La tempestività rappresenta un tassello fondamentale nella prevenzione dei femminicidi. Tra i metodi utilizzati da centri antiviolenza e servizi territoriali per valutare i rischi della violenza c'è il metodo SARA, vediamo come funziona

Alle donne non si crede mai. Nella maggior parte dei casi, l’uomo violento appare affabile, integrato, una persona “tranquilla”, chi può credere che all’interno della sua famiglia possa agire violenze tanto acute? E, nel caso la cosa sia indubitabile, di certo saranno stati i comportamenti della sua compagna a rendere inevitabile il ricorso alla violenza.

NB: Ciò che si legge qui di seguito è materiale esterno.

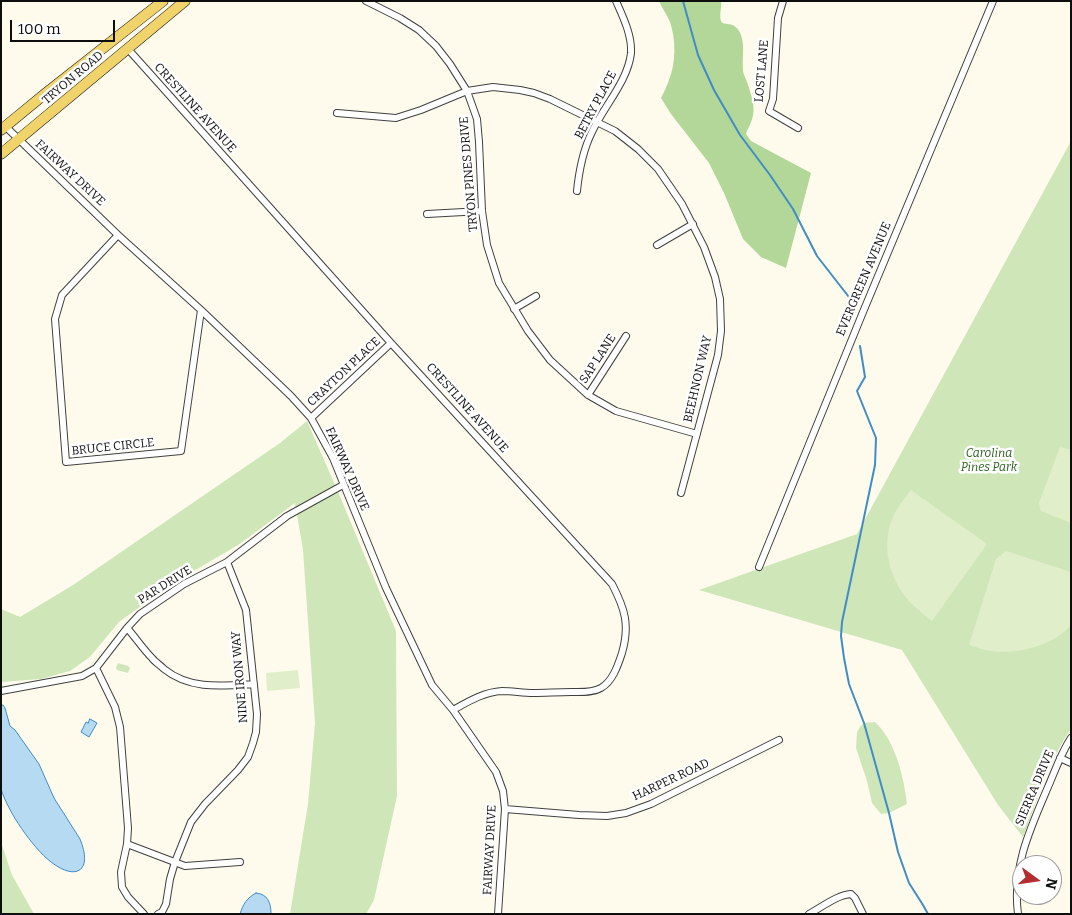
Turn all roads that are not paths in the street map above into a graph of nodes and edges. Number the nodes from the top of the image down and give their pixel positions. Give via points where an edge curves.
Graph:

I reati di maltrattamento in famiglia sono complessi, avvengono nella sfera delle relazioni affettive e spesso sono caratterizzati da un’iniziale mancanza di disponibilità della donna di procedere contro il partner o l’ex partner, per una serie di dinamiche proprie del ciclo della violenza, come la dispercezione del sé che deriva dai maltrattamenti. Nelle aule dei tribunali, dove mi sono ritrovata a testimoniare in favore delle donne, inizialmente mi stupiva l’atteggiamento di molte, che non erano animate da sentimenti di rancore nei confronti del loro carnefice, ma dal desiderio di ricostruirsi un’esistenza libera.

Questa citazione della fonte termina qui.